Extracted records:
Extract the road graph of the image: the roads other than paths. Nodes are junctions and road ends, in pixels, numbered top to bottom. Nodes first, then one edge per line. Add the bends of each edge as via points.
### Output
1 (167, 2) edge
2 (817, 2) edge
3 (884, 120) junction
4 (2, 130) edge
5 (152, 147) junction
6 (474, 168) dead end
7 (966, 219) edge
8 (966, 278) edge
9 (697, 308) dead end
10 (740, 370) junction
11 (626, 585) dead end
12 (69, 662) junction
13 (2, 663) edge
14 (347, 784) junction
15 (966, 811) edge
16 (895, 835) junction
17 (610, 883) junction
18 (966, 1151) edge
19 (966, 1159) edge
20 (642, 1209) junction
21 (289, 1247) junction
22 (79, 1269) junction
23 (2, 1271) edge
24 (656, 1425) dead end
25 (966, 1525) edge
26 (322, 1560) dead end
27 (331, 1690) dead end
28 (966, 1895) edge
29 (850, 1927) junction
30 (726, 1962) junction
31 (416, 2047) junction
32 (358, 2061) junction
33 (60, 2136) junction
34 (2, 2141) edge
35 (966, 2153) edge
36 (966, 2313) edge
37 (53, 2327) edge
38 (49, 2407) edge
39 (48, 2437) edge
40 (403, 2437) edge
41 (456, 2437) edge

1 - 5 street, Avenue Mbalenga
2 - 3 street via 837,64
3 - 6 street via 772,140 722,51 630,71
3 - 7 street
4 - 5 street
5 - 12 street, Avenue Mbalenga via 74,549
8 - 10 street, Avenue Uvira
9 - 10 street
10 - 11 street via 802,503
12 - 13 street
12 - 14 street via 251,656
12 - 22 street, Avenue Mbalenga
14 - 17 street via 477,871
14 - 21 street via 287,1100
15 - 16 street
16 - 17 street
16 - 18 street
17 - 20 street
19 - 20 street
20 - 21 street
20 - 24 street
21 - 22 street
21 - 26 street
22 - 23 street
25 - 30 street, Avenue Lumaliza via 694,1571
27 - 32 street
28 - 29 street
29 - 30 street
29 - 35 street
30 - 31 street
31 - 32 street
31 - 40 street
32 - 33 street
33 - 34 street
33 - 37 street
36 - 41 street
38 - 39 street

● **What you need to do**
Your task is to gather all lines from the entries above that hold the word "dead".

● **Written reply**
6 (474, 168) dead end
9 (697, 308) dead end
11 (626, 585) dead end
24 (656, 1425) dead end
26 (322, 1560) dead end
27 (331, 1690) dead end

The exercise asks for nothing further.